Отель неразбитых сердец В сюжете, основанном на социальном механизме превращения граждан в волков, собак и морских гадов, есть что-то от антиутопии. Открытость прочтения данного жанра вызывает в голове множество параллелей с современностью. Но антиутопия — опасный жанр: ступив на скользкую дорожку интерпретаций, можно и не угадать, какую из двух «империй зла» имел в виду Оруэлл. Что уж говорить о сакральном для кинематографа образе отеля, который поставлен в центр «Лобстера», — при заимствовании смыслов из «Трудностей перевода», «Отеля Нью-Хэмпшир» или «Последствий любви» Соррентино можно насобирать столько параллелей, что на целый трактат хватит. Поэтому без понимания авторского замысла здесь не обойтись. Режиссёр в интервью делает упор на теме одиночества — по его словам, фильм в целом о том, как склонны люди оценивать одиночество, а в остальном картина открыта для разнообразных зрительских интерпретаций.

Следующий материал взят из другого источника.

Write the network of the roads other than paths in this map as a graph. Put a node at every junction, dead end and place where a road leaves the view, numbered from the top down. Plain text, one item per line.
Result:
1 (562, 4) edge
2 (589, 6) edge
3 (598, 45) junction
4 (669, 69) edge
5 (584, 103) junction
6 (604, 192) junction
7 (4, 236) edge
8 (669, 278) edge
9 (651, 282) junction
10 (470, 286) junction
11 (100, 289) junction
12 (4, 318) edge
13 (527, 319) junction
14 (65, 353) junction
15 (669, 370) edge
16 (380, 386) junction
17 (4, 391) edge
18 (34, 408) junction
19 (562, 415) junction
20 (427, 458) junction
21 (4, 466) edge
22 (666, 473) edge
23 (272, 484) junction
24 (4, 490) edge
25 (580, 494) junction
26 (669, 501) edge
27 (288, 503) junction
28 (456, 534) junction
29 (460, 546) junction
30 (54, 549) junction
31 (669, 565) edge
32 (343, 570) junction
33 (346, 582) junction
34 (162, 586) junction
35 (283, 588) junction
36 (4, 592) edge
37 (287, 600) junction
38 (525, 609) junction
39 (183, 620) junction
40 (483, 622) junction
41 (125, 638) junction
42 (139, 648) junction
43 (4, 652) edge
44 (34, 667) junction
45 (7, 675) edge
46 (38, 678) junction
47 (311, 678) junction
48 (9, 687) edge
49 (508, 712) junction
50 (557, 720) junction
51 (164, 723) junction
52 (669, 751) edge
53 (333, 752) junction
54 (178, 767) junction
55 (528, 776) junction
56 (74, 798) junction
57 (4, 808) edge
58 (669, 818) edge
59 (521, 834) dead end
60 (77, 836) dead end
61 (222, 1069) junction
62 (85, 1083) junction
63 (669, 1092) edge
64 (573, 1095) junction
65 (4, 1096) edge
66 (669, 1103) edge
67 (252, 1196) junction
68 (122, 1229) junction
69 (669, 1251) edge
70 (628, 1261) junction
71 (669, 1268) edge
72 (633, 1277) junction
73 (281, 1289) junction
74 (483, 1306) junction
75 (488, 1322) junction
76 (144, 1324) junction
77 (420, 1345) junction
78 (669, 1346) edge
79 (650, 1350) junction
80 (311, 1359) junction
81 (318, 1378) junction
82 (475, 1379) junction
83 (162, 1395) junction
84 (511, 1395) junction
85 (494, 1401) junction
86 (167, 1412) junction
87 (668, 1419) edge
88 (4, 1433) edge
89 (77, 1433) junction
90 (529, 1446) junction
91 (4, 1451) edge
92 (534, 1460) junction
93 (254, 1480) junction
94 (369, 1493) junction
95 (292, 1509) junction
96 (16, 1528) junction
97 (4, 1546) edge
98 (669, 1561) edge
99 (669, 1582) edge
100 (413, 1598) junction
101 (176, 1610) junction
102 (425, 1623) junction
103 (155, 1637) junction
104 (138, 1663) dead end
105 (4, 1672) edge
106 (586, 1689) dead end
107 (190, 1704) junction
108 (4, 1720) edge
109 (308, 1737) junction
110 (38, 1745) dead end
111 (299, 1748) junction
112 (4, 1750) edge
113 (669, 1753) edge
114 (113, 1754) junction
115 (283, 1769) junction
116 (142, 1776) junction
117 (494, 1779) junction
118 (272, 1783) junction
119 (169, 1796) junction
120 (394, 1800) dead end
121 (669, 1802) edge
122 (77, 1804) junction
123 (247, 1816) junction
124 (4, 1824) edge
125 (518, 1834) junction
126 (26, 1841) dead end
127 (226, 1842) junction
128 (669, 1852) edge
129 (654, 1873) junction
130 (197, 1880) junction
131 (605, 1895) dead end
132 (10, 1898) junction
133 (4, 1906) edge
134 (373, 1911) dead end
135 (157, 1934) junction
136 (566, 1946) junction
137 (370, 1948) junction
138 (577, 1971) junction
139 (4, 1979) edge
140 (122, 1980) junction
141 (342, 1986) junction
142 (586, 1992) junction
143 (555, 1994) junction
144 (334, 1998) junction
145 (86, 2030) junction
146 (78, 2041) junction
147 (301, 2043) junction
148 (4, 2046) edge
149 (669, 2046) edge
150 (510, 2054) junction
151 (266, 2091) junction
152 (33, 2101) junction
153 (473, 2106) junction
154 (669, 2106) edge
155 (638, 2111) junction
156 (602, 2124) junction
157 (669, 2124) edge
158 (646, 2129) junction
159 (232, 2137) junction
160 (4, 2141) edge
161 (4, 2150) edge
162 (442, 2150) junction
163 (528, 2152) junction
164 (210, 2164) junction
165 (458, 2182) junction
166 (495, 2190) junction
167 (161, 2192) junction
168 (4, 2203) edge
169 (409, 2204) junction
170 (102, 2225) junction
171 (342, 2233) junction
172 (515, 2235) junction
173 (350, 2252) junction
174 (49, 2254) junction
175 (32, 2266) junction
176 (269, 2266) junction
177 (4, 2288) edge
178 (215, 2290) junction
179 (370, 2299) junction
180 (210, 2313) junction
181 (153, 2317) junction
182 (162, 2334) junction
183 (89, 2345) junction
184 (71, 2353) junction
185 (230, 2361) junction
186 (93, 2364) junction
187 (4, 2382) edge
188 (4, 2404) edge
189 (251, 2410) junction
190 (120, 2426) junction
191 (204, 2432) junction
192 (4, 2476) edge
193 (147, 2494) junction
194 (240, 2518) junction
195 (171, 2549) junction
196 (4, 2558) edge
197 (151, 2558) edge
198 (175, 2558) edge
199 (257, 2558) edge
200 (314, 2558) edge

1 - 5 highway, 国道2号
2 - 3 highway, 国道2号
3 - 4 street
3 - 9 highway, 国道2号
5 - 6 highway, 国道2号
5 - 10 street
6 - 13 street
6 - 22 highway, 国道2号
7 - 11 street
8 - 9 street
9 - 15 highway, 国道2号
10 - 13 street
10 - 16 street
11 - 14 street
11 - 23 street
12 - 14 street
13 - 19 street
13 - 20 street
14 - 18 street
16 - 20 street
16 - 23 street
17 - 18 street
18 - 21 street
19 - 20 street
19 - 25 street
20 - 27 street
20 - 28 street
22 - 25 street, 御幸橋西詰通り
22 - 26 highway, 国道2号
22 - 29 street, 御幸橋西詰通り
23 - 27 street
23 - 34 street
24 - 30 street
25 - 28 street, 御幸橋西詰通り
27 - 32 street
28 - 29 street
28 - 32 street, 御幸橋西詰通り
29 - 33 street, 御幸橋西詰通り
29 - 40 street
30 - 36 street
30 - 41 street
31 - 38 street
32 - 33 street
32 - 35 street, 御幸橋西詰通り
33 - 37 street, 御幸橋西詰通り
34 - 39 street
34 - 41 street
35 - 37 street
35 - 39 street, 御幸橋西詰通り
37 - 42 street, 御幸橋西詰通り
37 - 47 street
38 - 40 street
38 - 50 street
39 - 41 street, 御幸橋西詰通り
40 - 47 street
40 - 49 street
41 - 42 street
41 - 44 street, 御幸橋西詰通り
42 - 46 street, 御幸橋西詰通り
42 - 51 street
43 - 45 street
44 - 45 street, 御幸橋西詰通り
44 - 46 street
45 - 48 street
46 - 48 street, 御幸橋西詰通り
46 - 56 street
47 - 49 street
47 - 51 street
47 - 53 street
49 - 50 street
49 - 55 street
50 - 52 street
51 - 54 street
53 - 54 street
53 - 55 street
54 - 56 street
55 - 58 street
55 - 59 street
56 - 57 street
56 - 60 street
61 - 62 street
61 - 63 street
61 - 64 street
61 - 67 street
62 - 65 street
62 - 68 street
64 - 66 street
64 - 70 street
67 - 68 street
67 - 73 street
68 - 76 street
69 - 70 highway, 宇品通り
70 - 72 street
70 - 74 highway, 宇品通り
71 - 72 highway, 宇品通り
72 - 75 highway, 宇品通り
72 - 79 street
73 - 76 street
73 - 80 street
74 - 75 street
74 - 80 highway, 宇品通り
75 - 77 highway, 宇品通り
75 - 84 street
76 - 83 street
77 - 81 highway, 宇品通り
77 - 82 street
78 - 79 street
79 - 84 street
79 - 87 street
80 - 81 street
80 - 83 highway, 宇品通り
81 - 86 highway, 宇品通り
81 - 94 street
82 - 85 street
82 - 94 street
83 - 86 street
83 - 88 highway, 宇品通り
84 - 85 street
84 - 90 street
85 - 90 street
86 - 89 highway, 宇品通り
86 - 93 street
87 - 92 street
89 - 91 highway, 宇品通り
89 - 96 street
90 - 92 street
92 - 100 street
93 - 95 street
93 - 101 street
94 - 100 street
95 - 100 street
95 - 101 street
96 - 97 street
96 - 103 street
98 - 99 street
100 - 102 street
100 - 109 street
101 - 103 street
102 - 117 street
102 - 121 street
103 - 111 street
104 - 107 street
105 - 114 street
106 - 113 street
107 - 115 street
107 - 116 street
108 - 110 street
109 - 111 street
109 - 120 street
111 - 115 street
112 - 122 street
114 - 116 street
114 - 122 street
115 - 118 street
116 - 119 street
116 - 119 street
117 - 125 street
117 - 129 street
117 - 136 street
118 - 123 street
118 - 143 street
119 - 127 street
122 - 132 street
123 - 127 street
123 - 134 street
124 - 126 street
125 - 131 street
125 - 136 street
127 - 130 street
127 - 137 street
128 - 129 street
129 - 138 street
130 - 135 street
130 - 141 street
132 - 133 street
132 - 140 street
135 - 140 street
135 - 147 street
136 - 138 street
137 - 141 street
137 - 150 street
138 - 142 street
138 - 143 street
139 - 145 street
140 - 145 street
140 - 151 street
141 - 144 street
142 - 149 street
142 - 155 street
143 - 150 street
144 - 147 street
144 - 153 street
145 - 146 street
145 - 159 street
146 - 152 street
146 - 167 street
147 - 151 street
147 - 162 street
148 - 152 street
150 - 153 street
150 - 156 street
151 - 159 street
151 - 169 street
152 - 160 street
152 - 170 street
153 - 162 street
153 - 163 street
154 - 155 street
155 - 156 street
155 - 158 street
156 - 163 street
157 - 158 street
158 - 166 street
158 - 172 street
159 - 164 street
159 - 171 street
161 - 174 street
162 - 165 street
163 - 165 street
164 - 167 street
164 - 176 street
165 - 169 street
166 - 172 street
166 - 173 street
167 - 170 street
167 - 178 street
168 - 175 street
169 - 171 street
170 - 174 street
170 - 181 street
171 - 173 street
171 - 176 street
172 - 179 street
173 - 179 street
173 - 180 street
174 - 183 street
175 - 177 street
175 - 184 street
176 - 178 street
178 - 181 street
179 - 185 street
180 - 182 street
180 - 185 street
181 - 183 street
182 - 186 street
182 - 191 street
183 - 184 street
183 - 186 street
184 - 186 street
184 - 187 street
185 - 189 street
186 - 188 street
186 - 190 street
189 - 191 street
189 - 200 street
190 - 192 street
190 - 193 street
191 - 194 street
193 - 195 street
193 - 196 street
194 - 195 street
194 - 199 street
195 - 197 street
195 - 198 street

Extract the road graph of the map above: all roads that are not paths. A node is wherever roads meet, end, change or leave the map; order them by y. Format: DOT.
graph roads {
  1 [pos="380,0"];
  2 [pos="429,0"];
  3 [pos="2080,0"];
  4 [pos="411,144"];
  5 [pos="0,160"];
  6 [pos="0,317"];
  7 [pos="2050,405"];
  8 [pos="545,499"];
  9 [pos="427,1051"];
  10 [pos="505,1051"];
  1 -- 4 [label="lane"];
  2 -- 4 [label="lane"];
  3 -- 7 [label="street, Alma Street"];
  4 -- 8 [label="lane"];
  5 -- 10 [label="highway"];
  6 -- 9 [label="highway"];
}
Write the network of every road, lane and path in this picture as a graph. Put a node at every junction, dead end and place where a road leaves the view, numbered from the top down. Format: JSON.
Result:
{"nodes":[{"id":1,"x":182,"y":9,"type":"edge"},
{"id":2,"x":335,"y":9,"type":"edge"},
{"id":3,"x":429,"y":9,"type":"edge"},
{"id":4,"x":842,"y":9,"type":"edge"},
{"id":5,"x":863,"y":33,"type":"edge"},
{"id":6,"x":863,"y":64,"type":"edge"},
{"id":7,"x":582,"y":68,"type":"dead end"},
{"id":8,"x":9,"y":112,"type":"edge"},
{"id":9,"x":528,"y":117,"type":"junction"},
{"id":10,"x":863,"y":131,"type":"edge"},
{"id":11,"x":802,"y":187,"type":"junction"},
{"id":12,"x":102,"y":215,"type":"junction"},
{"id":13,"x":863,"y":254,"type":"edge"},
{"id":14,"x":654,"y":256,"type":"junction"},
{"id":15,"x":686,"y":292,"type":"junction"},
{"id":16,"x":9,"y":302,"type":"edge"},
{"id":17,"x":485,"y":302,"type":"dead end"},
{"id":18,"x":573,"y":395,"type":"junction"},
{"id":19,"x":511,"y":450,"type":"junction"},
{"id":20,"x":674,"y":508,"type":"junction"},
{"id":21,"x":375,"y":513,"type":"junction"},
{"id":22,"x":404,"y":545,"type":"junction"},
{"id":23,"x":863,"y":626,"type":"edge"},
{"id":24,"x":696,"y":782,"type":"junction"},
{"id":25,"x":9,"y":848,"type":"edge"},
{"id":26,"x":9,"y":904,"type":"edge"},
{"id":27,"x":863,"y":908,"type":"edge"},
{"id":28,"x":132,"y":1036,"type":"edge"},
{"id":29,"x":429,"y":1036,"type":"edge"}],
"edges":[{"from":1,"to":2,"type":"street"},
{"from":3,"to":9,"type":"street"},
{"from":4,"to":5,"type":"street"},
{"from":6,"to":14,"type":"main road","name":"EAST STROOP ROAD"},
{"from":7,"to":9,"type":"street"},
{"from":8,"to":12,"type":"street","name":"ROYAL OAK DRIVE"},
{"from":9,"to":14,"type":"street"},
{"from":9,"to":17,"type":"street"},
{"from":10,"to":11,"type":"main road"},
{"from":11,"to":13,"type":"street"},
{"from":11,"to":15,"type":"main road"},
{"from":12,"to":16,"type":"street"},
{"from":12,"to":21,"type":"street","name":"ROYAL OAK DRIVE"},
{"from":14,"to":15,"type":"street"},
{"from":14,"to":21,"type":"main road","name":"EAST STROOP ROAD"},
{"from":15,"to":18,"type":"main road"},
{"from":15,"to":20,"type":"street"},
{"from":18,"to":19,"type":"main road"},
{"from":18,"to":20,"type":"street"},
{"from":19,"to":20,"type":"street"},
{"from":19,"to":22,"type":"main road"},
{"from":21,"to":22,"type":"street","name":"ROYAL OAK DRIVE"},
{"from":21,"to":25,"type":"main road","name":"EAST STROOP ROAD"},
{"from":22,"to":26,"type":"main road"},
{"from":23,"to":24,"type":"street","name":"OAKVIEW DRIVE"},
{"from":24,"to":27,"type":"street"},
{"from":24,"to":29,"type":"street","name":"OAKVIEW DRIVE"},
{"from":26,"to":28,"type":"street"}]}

Одинокий Дэвид, прибывая в отель, просит отметить его как бисексуала, но такого пункта, оказывается, нет. Для борьбы с одиночеством из 58 самых известных миру гендеров оставлен самый минимум, что выдаёт в отеле реакционный постбуржуазный институт, разворачивающий общество в некое «консервативное» русло. Жильцы отеля, дабы не стать бессловесными созданиями, в течение полутора месяцев вынуждены искать себе пару, но в фильме они больше заняты мыслями о себе и объяснениями конкурентам того, какие те страшные и никому не нужные. Казалось бы, проблема одиночества налицо.
То, что любви нет и никто никому не нужен, в целом, очевидно, но даже при таком выводе поведение героев могло бы быть более человечным. Поселенцы же ведут себя подобно семейке из «Клыка», особенно в самом, казалось бы, важном — долгожданных отношениях с найденным партнёром. Этот механицизм в поведении нельзя не заметить, но в «Лобстере» он распространён с ненормальной семьи на всё человечество. Девушка в «Клыке» буквально оживает в эмоциях, насмотревшись голливудской продукции, что, рискну предположить, даёт возможность отличить живое от неживого. В «Лобстере» никакой внешний импульс не делает никого живым, а время от времени проявляемая жестокость напоминает защитный инстинкт. Интересно, что большая часть персонажей даже по имени не названа зрителю — есть «бессердечная» девушка, а есть девушка «с кровоточащим носом».
Мир «Лобстера» рисует не человечество, страдающее от одиночества, а постчеловечество, которое, неизвестно, может ли страдать вообще. Общественное мнение внушает бедным существам, что они имеют изъян, будучи одинокими. Но можно ли почувствовать одиночество, не ведая, что такое влюблённость? Понимать, что ты одинок, и страдать от этого — очень разные вещи, двусмысленно объединяемые в фильме. Именно на этом объединении, понимает это Лантимос или нет, строится абсурд, а без абсурда него не было бы и самого фильма, и того стиля, которым известен данный режиссёр.
Взамен раскрытия проблемы одиночества зритель получает её сокрытие в виде «романтической» линии, якобы пробивающей брешь общественного диктата. То, что подаётся под соусом любви, вполне можно счесть за любовь постлюдей. Но с таким же успехом историю Дэвида можно рассматривать как историю оппозиционера, который всегда действует вопреки. Находясь в системе, он просто нарушает правила, выбирая себе партнёра, который ему не нравится. А попадая в антисистему, он назло ей заводит роман, чего также делать нельзя. Открытая концовка вполне даёт право на эту интерпретацию.
Фильмы, подобные «Лобстеру», могут что-то критиковать, демонстрировать язвы современного общества, но они принципиально неспособны рассказать о чувствах — резиновые сердца не разбиваются, а лишь натягиваются на то описание любви, которое предлагает менеджер отеля.